Cependant, il ne faut pas oublier que l'une des réponses les plus fréquentes aux questions sur le fonctionnement humain, la diététique, la médecine, etc. est Ça dépend. Le point ici est que notre corps est si compliqué que dans la plupart des cas nutritionnels, il n'y a pas de solutions qui conviendraient toujours, en toutes circonstances et conviendraient à tout le monde. 

Qui gagnera le plus à manger des petits-déjeuners protéinés et gras ? 

Bien sûr, tout d'abord, ceux qui les aiment se sentent bien après eux et sont saturés depuis longtemps. De plus, ce type de repas fonctionnera bien pour les personnes qui s'entraînent l'après-midi et le soir (le matin, il est nécessaire d'apporter la bonne quantité de glucides à l'organisme) et celles pour qui manger des petits déjeuners à base de protéines et de graisses aide pour maintenir un bon équilibre calorique tout au long de la journée. . 

Un groupe distinct qui bénéficiera de petits déjeuners protéinés et gras sont les personnes qui ont des problèmes avec la bonne concentration de glucose et d'insuline dans le sang, c'est-à-dire les patients présentant une résistance à l'insuline. Tout d'abord, cela s'applique à ceux qui ont des niveaux élevés d'insuline à jeun. Une faible teneur en glucides entraînera une moindre sécrétion d'insuline par le pancréas. Votre taux d'insuline dans le sang sera donc inférieur à ce qu'il serait si vous aviez pris un petit-déjeuner riche en glucides. Cependant, il faut rappeler que les petits déjeuners protéinés et gras seront déconseillés aux personnes souffrant d'hypoglycémie réactive.
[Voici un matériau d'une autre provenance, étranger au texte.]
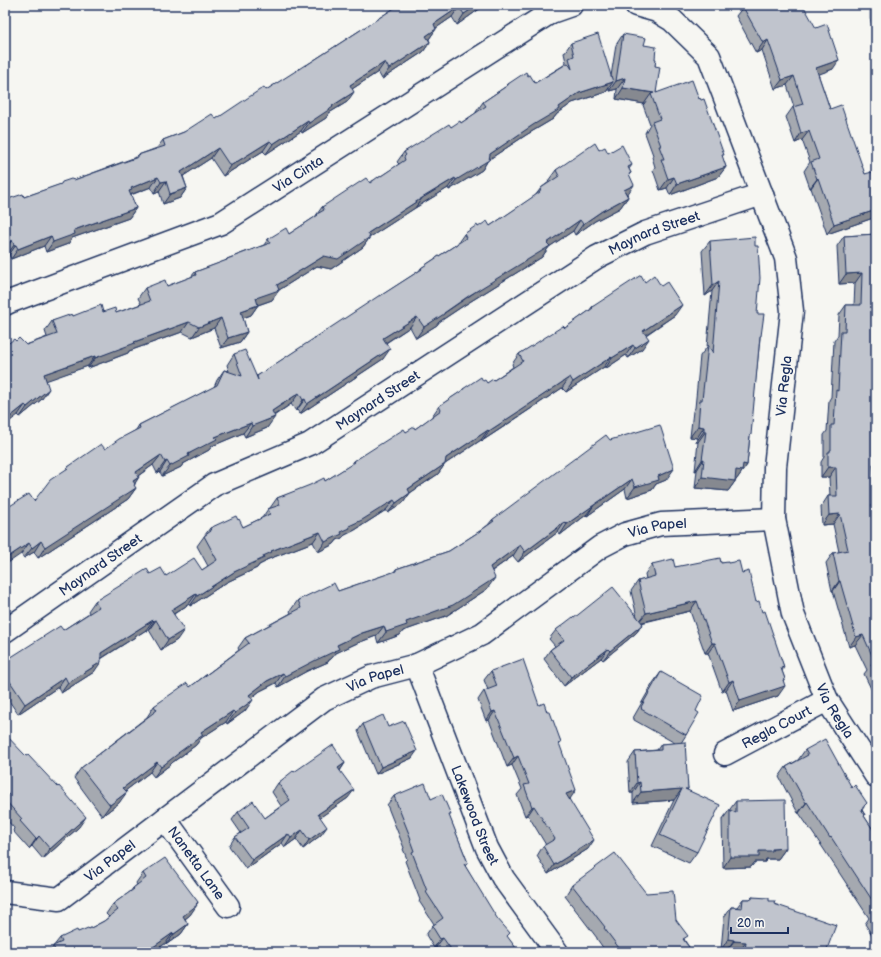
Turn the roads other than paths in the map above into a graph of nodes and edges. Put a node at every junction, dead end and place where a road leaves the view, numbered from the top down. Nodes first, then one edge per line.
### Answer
1 (571, 5) edge
2 (636, 5) edge
3 (659, 8) edge
4 (762, 194) junction
5 (5, 304) edge
6 (774, 519) junction
7 (5, 631) edge
8 (417, 665) junction
9 (827, 700) junction
10 (725, 754) dead end
11 (876, 776) edge
12 (165, 819) junction
13 (5, 892) edge
14 (228, 906) dead end
15 (558, 952) edge

1 - 5 street, Via Cinta
2 - 3 street
3 - 4 street, Via Regla
4 - 6 street, Via Regla
4 - 7 street, Maynard Street
6 - 8 street, Via Papel
6 - 9 street, Via Regla
8 - 12 street, Via Papel
8 - 15 street, Lakewood Street
9 - 10 street, Regla Court
9 - 11 street, Via Regla
12 - 13 street, Via Papel
12 - 14 street, Nanetta Lane

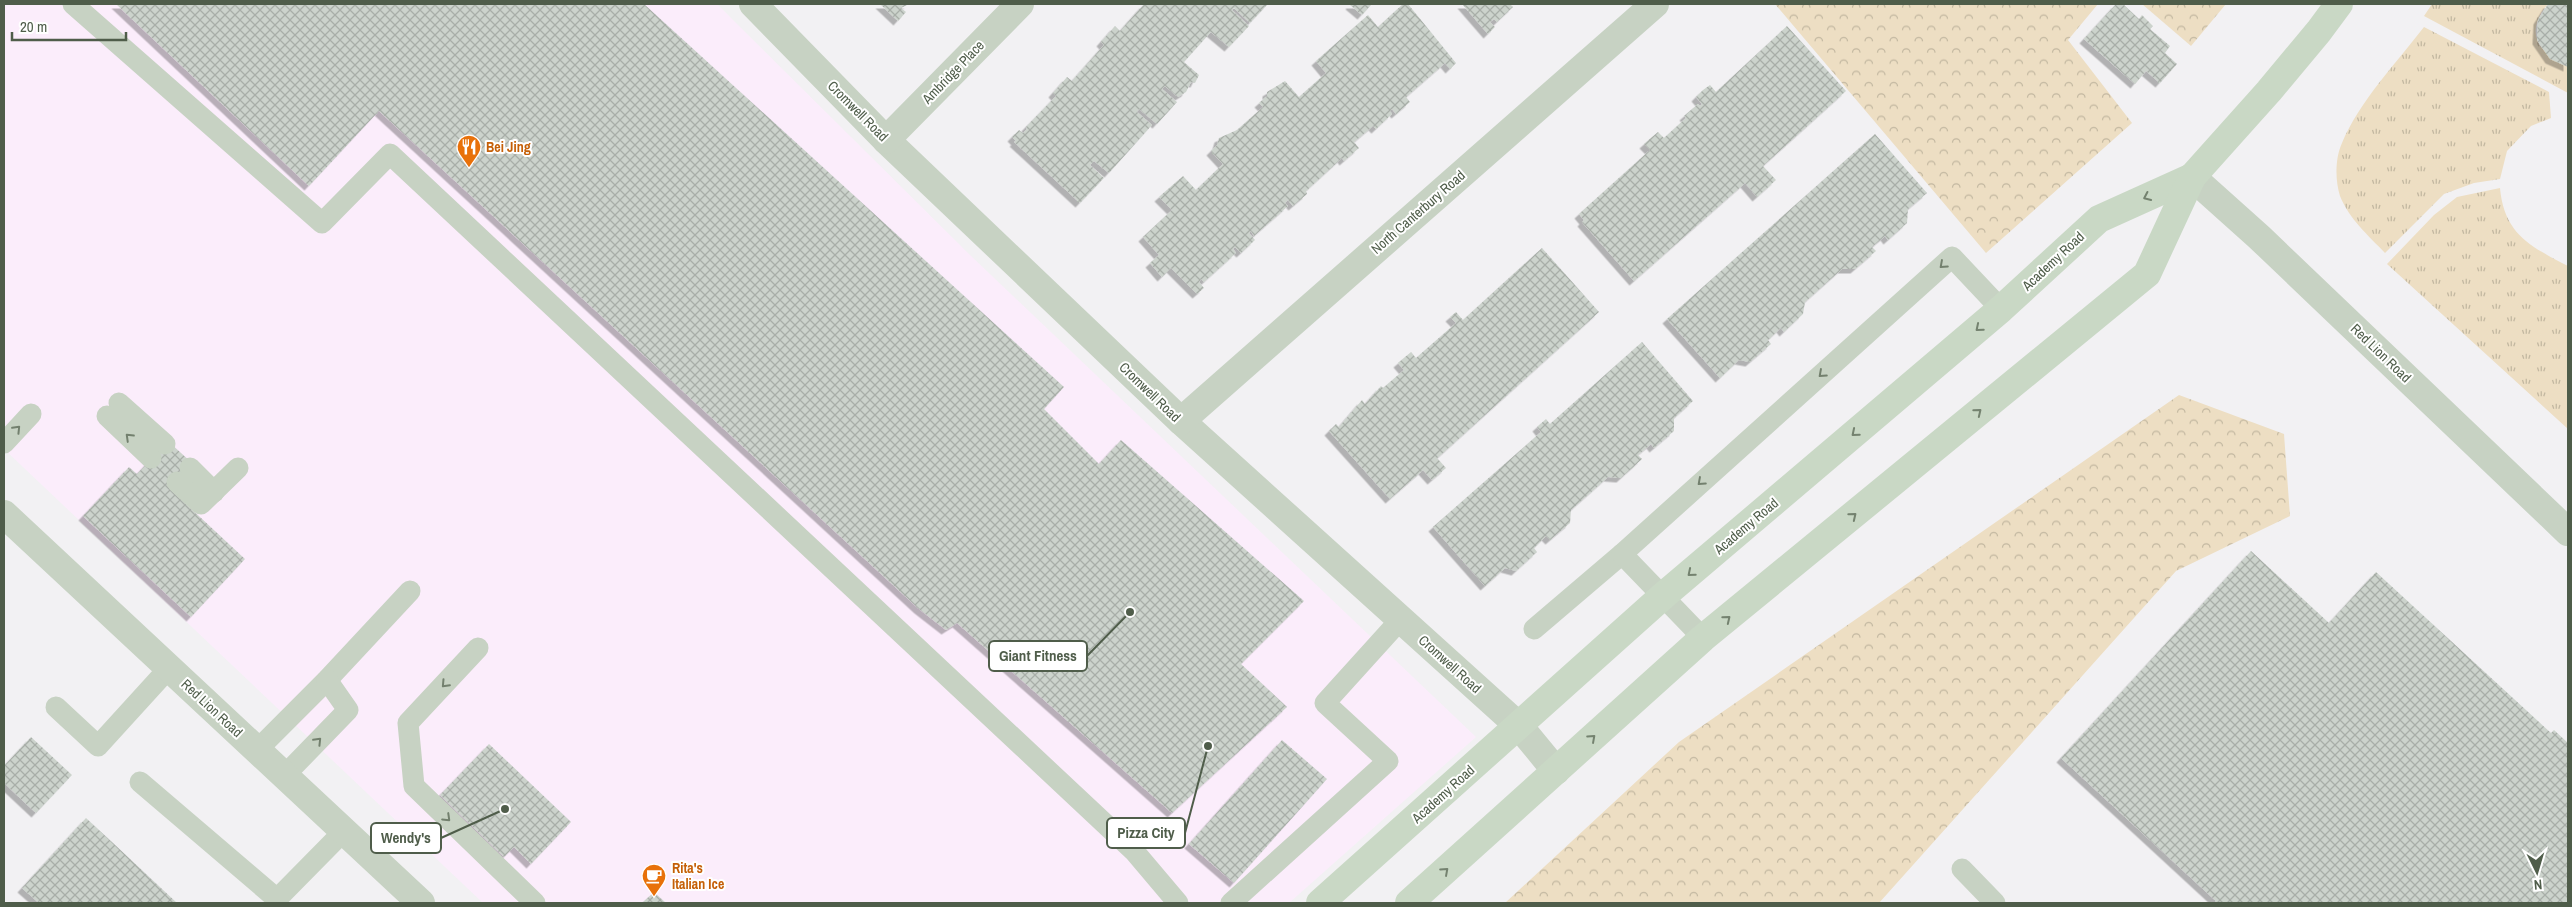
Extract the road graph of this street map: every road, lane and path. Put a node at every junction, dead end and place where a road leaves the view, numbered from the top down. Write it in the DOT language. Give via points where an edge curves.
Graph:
graph roads {
  1 [pos="73,4"];
  2 [pos="753,4"];
  3 [pos="1020,4"];
  4 [pos="1655,4"];
  5 [pos="2339,4"];
  6 [pos="886,140"];
  7 [pos="2192,177"];
  8 [pos="2001,309"];
  9 [pos="113,410"];
  10 [pos="31,414"];
  11 [pos="1181,421"];
  12 [pos="4,443"];
  13 [pos="158,451"];
  14 [pos="238,468"];
  15 [pos="183,475"];
  16 [pos="4,514"];
  17 [pos="2568,532"];
  18 [pos="1622,554"];
  19 [pos="410,591"];
  20 [pos="1663,596"];
  21 [pos="1401,619"];
  22 [pos="1534,629"];
  23 [pos="1704,638"];
  24 [pos="478,648"];
  25 [pos="169,668"];
  26 [pos="327,680"];
  27 [pos="56,707"];
  28 [pos="1519,726"];
  29 [pos="257,750"];
  30 [pos="1556,771"];
  31 [pos="284,776"];
  32 [pos="140,782"];
  33 [pos="344,831"];
  34 [pos="1962,869"];
  35 [pos="421,903"];
  36 [pos="535,903"];
  37 [pos="1178,903"];
  38 [pos="1232,903"];
  39 [pos="1320,903"];
  40 [pos="1409,903"];
  41 [pos="1995,903"];
  1 -- 37 [label="lane" via="322,223 390,154 1134,851"];
  2 -- 6 [label="street, Cromwell Road"];
  3 -- 6 [label="street, Ambridge Place"];
  4 -- 11 [label="street, North Canterbury Road"];
  5 -- 7 [label="main road, Academy Road" via="2269,91"];
  6 -- 11 [label="street, Cromwell Road"];
  7 -- 8 [label="main road, Academy Road, one-way" via="2099,220"];
  7 -- 17 [label="street, Red Lion Road" via="2259,236"];
  23 -- 7 [label="main road, Academy Road, one-way" via="2147,274"];
  8 -- 18 [label="lane, one-way" via="1952,257"];
  8 -- 20 [label="main road, Academy Road, one-way"];
  13 -- 9 [label="lane, one-way"];
  12 -- 10 [label="lane, one-way"];
  11 -- 21 [label="street, Cromwell Road"];
  14 -- 15 [label="lane" via="208,498"];
  16 -- 25 [label="street, Red Lion Road"];
  18 -- 20 [label="lane"];
  18 -- 22 [label="lane"];
  19 -- 26 [label="lane"];
  20 -- 23 [label="lane"];
  20 -- 28 [label="main road, Academy Road"];
  21 -- 28 [label="street, Cromwell Road"];
  21 -- 38 [label="lane" via="1325,704 1388,761"];
  30 -- 23 [label="main road, Academy Road, one-way"];
  24 -- 36 [label="lane, one-way" via="408,723 414,786"];
  25 -- 27 [label="lane" via="98,746"];
  25 -- 29 [label="street, Red Lion Road"];
  26 -- 29 [label="lane"];
  31 -- 26 [label="lane, one-way" via="348,710"];
  28 -- 30 [label="street, Cromwell Road"];
  28 -- 39 [label="main road, Academy Road"];
  29 -- 31 [label="street, Red Lion Road"];
  40 -- 30 [label="main road, Academy Road, one-way"];
  31 -- 33 [label="street, Red Lion Road"];
  32 -- 33 [label="lane" via="277,899"];
  33 -- 35 [label="street, Red Lion Road"];
  34 -- 41 [label="lane"];
}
Ils feront alors plus de mal que de bien. 

Comment composer des petits déjeuners protéinés et gras pour les rendre sains ?

L'un des gros problèmes avec ce type de repas est que vous ne comprenez pas le concept d'un plat riche en protéines. Malheureusement, de nombreuses personnes qui suivent ces recommandations au quotidien composent leurs petits déjeuners, par exemple à partir d'œufs avec du bacon ou du saindoux, des saucisses de mauvaise qualité, et même du cou de porc frit, etc. trop sur votre menu. Cependant, ce n'est pas du tout le cas !

Si vous êtes partisans des petits déjeuners protéinés et gras, que vous vous sentez bien après eux et que vous voyez les effets positifs de leur consommation, vous pouvez les utiliser au maximum et vous pouvez le faire sainement. Vous trouverez ci-dessous quelques exemples de repas équilibrés à base de protéines et de matières grasses. 

• salade d'œufs et/ou avocat ou saumon,

• pudding de chia sur lait de coco avec fraises et beurre de cacahuète, 

• pâte de fromage blanc aux légumes,

• omelette aux légumes de saison, comme le paprika ou la courgette, poêlée à l'huile de colza, accompagnée d'une salade de crudités, 

• omelette frite à l'huile de colza, servie avec une portion de fruits de saison et quelques cuillères à soupe de yaourt nature ou de skyr.

Comme vous l'avez probablement remarqué, dans mes suggestions de petit-déjeuner, il n'y a pas de pénurie de légumes ni d'ajout de fruits dans des variantes sucrées. En effet, même si nous essayons de limiter les glucides au petit-déjeuner, nous ne devons pas oublier une bonne dose d'antioxydants et de fibres, c'est-à-dire des éléments qui ont certainement un effet positif sur notre corps. Je ne pense pas que le pain soit un élément essentiel du petit-déjeuner de tous les jours et je pense que l'on peut facilement réduire un peu sa consommation. Cependant, je suis définitivement partisan de baser nos repas sur des légumes sains et non transformés et d'ajouter des portions de fruits si cela est approprié et bien intégré. 

Addition

Comme cela a déjà été mentionné à plusieurs reprises, ceux à qui servent les petits-déjeuners protéinés et gras peuvent leur présenter leur menu. Cependant, si vous préférez le sarrasin, le pouding au millet ou un smoothie à l'avoine, cela ne vous dérange pas. Ces petits déjeuners sont également sains. En fait (comme toujours) le plus important est la modération et le bon équilibre de l'ensemble du menu. Donc, si les glucides ne sont pas trop réduits et que le contenu calorique n'est pas augmenté avec trop de graisses, les petits déjeuners à base de protéines et de graisses peuvent être une proposition saine pour le premier repas.